Ce n’est pas la première fois que des victimes et certains suspects arrivent dans des pays européens en provenance de zones de conflit. La même chose s’est produite après le génocide au Rwanda en 1994 et après la guerre des Balkans dans les années 1990. Aujourd’hui, les pays européens sont mieux préparés pour enquêter sur les crimes internationaux graves et devraient le faire d’une manière qui garantisse la responsabilisation sans stigmatiser des groupes entiers de demandeurs d’asile, ont déclaré les organisations. Cependant, la situation actuelle et les exigences croissantes pesant sur les autorités judiciaires nationales révèlent que des améliorations supplémentaires sont nécessaires pour garantir des poursuites judiciaires nationales efficaces pour les crimes internationaux graves.
Tous les États membres de l’UE ne disposent pas de lois nationales définissant les crimes relevant du droit international et certains n’ont pas la compétence pour juger ces crimes lorsqu’ils ont été commis à l’étranger, créant des disparités en matière d’impunité au sein de l’UE. Seule une minorité d’États membres de l’UE a établi des unités spécialisées dans les crimes de guerre et davantage d’États devraient envisager de le faire, ont indiqué les organisations. Même dans les pays dotés d’unités pour crimes de guerre, celles-ci manquent souvent de personnel et de ressources avec seulement une poignée d’enquêteurs et de procureurs malgré un nombre croissant d’affaires.
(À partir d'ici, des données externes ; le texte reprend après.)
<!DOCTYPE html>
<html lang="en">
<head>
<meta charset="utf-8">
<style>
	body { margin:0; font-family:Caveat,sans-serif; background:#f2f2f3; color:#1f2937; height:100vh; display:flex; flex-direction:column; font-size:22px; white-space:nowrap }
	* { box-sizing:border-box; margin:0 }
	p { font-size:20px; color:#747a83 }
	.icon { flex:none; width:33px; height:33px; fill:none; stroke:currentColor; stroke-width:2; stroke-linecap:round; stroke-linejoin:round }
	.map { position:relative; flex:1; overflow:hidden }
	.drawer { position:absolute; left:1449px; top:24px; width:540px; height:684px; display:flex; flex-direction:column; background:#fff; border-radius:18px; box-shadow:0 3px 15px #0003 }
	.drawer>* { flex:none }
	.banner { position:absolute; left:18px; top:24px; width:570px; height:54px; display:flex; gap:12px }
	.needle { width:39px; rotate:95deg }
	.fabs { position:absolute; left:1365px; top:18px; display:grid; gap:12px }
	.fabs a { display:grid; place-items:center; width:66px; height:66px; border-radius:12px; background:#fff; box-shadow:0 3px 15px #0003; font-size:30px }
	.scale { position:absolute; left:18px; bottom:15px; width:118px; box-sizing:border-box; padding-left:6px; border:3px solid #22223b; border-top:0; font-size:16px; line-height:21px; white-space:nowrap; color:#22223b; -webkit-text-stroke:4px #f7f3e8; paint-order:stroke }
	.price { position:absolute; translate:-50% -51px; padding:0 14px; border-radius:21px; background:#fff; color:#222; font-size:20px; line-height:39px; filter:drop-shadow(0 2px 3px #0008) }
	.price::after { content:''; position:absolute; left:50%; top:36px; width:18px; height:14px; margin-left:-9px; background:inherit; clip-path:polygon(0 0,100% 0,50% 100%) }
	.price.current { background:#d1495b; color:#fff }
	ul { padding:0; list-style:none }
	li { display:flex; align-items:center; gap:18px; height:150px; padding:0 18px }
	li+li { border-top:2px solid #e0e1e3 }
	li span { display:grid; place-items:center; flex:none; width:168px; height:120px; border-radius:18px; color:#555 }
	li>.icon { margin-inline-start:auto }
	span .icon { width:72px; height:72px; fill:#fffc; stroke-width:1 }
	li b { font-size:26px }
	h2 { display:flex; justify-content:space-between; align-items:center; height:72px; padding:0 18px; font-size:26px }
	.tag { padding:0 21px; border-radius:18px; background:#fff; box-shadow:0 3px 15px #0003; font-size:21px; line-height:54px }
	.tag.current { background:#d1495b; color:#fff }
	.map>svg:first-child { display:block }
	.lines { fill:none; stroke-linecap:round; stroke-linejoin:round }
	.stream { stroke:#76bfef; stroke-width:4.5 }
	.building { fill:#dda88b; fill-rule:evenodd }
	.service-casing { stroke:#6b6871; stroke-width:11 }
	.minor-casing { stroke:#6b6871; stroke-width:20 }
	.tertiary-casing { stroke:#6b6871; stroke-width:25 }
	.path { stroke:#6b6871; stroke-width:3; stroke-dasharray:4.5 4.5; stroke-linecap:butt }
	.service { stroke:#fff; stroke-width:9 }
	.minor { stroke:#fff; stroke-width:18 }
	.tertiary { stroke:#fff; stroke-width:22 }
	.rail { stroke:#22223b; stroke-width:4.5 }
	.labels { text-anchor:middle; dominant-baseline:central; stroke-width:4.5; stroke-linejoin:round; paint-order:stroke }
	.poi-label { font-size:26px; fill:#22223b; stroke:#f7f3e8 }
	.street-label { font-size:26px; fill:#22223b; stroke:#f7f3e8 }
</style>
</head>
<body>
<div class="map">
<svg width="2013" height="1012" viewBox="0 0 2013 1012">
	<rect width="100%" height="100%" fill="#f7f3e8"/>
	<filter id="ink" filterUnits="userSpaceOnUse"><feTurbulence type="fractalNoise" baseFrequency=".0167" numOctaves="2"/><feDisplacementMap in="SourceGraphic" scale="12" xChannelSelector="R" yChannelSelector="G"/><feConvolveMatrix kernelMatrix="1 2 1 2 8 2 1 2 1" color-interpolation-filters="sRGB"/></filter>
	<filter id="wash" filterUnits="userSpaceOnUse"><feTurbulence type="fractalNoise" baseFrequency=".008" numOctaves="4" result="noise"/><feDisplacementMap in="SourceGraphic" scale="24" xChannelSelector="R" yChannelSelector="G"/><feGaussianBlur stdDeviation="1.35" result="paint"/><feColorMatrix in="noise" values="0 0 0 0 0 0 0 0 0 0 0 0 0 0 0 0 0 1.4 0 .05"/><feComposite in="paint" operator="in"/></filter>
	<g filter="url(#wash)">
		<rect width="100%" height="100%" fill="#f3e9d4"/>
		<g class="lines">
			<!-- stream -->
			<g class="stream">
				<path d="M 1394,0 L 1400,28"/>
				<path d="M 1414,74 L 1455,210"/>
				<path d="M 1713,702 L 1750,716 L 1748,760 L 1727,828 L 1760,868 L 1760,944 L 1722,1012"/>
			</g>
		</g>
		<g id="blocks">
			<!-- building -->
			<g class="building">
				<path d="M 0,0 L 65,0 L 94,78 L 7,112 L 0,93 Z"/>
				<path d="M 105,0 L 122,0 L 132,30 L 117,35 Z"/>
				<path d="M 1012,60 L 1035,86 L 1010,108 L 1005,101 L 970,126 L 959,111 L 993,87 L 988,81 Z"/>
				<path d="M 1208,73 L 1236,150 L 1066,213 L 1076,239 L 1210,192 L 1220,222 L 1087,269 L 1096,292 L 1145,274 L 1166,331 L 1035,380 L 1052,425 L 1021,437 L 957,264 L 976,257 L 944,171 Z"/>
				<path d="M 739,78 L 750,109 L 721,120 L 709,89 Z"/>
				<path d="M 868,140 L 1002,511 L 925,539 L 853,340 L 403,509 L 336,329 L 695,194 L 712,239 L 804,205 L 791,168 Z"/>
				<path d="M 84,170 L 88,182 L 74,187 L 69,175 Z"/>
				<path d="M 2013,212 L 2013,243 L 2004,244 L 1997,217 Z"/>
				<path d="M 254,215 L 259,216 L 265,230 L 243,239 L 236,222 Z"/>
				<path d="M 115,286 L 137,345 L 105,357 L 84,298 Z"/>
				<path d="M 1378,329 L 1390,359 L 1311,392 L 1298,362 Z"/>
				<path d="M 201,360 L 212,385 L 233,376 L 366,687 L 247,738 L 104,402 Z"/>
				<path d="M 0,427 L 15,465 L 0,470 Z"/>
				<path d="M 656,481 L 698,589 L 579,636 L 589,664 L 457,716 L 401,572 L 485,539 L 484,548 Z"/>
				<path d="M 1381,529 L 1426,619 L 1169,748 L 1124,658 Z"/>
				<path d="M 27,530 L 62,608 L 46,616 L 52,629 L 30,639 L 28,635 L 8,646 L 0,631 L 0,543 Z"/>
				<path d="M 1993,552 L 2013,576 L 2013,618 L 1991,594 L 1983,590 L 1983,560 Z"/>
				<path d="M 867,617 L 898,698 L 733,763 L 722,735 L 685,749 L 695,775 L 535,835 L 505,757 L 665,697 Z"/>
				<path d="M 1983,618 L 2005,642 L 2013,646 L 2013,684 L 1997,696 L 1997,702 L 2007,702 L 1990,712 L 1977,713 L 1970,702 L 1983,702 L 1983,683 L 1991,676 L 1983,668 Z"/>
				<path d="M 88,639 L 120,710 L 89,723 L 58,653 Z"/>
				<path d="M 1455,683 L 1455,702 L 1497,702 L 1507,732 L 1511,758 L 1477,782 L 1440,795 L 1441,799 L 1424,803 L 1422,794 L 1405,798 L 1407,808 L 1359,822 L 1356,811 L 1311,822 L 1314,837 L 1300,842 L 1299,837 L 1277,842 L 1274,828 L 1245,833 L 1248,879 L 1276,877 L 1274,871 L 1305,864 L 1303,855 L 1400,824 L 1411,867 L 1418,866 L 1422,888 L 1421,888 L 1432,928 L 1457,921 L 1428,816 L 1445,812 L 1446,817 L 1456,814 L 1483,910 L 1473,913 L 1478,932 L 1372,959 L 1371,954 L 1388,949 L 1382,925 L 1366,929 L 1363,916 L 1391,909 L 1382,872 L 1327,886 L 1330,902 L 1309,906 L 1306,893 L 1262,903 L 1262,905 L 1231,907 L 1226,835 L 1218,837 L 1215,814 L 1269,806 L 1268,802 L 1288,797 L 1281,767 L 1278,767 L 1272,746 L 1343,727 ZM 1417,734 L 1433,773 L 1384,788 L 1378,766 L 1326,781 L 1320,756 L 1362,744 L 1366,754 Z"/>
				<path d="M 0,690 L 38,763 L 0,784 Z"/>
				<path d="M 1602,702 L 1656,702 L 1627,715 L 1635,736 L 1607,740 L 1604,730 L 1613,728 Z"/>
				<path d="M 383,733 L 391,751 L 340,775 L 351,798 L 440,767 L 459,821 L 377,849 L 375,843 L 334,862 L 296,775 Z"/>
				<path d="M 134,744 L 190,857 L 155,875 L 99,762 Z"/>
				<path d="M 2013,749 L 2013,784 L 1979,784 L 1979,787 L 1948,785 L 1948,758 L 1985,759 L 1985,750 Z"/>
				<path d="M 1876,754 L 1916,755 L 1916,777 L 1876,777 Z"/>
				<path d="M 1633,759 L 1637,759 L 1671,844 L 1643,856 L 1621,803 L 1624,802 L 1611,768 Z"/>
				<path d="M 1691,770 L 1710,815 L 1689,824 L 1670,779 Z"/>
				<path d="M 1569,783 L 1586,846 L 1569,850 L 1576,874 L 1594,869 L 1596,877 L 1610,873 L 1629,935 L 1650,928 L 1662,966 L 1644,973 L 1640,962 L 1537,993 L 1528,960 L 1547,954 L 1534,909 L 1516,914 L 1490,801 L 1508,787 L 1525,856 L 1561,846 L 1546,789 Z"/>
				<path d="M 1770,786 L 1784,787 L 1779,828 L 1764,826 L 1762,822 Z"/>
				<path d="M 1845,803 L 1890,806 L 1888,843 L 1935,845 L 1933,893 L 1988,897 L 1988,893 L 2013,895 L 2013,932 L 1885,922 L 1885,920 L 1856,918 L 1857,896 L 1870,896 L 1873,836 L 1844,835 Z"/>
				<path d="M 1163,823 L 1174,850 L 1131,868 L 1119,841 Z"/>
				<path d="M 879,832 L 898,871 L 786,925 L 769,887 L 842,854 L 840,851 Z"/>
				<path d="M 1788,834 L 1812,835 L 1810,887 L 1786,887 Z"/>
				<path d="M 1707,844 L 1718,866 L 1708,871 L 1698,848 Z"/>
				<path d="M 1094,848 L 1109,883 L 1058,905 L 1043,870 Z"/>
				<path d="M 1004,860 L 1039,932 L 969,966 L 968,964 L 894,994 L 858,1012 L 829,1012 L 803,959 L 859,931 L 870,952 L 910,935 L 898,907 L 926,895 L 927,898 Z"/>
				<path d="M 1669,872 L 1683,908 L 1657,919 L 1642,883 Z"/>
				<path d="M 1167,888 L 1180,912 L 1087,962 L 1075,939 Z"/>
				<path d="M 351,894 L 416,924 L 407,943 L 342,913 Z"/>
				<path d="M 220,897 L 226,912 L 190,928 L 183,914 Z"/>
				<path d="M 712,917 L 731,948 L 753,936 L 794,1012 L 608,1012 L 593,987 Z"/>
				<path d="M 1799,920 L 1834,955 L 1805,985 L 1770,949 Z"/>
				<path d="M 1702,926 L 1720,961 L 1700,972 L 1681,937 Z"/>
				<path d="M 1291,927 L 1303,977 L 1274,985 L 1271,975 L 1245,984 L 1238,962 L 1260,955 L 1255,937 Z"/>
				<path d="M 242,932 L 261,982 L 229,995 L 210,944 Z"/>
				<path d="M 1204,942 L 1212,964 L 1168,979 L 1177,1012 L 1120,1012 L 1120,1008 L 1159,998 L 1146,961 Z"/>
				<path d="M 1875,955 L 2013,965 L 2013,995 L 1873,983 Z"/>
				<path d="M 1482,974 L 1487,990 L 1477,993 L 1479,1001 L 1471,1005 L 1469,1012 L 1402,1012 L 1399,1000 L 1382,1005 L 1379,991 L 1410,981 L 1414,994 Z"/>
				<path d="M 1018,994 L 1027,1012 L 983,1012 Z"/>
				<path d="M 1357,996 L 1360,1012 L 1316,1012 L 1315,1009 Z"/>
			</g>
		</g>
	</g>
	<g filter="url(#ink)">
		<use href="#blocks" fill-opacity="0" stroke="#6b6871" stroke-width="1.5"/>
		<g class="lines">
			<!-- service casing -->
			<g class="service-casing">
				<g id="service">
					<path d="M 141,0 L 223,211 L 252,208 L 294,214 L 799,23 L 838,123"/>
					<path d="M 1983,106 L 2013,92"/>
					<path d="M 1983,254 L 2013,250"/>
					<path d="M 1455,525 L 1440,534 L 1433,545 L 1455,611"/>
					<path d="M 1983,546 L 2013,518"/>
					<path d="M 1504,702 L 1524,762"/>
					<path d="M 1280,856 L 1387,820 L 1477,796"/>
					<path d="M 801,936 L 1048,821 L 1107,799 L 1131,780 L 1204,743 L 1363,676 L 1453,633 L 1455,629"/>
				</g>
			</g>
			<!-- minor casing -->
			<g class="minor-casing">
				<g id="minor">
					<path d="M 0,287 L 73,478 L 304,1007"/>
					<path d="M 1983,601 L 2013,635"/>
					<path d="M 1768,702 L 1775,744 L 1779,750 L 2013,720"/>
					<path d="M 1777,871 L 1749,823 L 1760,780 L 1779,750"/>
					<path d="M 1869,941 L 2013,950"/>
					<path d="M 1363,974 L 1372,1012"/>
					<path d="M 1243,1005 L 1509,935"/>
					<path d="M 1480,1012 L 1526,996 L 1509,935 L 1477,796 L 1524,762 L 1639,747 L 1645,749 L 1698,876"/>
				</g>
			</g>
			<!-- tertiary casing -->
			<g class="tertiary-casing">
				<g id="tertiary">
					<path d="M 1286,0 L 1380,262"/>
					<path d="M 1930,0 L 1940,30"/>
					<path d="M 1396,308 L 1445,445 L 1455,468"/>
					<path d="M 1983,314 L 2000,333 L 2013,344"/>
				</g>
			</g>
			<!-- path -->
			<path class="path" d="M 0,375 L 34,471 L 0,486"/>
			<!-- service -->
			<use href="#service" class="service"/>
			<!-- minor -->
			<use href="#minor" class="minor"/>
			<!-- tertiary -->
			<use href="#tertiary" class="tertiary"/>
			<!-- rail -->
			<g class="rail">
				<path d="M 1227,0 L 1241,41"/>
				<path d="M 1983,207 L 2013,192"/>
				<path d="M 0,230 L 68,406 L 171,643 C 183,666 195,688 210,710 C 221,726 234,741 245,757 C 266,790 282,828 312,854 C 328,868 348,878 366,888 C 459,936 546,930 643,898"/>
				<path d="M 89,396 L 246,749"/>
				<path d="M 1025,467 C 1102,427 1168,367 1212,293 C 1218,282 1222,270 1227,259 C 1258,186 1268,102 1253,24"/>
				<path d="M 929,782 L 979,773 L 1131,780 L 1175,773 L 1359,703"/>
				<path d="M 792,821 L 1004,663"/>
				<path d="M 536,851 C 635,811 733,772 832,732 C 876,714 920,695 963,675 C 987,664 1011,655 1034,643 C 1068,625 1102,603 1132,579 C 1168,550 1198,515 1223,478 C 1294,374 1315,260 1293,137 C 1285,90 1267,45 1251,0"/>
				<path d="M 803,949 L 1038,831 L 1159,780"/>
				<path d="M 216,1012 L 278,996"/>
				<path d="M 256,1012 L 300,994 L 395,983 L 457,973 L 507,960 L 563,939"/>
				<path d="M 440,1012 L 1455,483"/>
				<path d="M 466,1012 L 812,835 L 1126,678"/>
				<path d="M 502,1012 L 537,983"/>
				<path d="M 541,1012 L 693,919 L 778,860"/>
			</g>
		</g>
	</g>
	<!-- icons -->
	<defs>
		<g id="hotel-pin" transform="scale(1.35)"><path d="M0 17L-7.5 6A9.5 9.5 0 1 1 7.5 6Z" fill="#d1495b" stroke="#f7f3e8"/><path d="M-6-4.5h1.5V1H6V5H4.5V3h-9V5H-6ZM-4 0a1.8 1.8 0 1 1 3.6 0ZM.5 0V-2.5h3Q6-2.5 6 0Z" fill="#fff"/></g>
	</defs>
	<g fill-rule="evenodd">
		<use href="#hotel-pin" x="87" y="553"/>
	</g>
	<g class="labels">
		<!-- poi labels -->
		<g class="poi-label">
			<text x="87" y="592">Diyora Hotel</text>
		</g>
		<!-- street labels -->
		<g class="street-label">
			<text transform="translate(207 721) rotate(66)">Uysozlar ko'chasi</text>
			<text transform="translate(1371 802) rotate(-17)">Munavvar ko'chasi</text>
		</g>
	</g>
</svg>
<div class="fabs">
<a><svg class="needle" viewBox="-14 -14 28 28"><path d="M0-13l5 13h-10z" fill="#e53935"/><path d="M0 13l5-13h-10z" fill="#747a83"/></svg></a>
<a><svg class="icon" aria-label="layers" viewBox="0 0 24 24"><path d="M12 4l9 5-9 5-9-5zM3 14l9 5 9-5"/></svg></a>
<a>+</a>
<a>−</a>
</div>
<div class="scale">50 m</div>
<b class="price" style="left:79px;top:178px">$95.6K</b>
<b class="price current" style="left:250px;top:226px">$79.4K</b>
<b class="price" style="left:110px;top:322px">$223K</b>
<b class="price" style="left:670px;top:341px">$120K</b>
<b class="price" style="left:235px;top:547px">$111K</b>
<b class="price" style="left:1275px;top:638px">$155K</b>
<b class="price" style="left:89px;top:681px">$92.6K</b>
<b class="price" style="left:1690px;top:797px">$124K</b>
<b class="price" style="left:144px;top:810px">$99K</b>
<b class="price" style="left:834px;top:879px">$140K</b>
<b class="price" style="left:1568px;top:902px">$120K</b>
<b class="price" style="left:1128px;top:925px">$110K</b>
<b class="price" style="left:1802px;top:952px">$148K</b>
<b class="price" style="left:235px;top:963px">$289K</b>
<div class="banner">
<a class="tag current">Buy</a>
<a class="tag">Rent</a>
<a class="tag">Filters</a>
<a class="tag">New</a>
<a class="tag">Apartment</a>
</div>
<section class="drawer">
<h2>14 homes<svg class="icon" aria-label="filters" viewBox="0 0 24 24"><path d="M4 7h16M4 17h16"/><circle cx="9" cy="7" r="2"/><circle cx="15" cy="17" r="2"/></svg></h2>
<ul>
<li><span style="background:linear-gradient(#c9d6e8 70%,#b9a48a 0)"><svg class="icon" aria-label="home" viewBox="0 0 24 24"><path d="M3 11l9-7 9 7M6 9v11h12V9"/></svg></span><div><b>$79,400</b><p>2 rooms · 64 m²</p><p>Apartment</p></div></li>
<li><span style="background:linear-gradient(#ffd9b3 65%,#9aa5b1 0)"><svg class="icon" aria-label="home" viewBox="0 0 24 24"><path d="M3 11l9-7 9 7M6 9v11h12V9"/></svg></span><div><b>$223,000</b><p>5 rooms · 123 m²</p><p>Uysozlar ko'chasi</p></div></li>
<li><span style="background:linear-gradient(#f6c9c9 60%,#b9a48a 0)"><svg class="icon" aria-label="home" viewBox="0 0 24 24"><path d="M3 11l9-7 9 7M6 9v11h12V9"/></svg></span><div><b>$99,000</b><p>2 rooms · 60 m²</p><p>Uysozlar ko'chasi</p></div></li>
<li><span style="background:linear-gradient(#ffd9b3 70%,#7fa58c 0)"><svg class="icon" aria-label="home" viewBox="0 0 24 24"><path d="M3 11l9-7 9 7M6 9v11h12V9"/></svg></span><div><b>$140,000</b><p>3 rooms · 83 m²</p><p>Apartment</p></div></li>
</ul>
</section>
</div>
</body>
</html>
Des considérations diplomatiques semblent parfois entraver certaines affaires qui touchent des pays puissants comme les États-Unis, Israël ou la Chine. Certains pays, dont la Belgique et l’Espagne, ont limité, voire abandonné leurs lois de compétence universelle dans le passé, suite à des pressions diplomatiques.
« Il est absolument crucial que la compétence universelle s’applique à tous de manière égale et sans interférences politiques dans les décisions de justice », a déclaré Andreas Schüller, Responsable du programme Crimes internationaux et responsabilisation à l’ECCHR.
Il est aussi fondamental d’instaurer une coopération efficace entre les services d’immigration – qui sont en première ligne pour identifier les victimes et suspects potentiels – et les autorités judiciaires. Certains pays, comme les Pays-Bas, ont créé des unités spécialisées dans les crimes de guerre au sein de leurs services d’immigration qui contrôlent les demandeurs d’asile pour une implication éventuelle dans des crimes de guerre. En Allemagne, les demandeurs d’asile syriens se voient systématiquement demander de fournir – sur la base du volontariat – des informations qu’ils peuvent avoir sur les crimes internationaux graves et ces informations sont transmises aux policiers de l’unité pour crimes de guerre pour y être traitées.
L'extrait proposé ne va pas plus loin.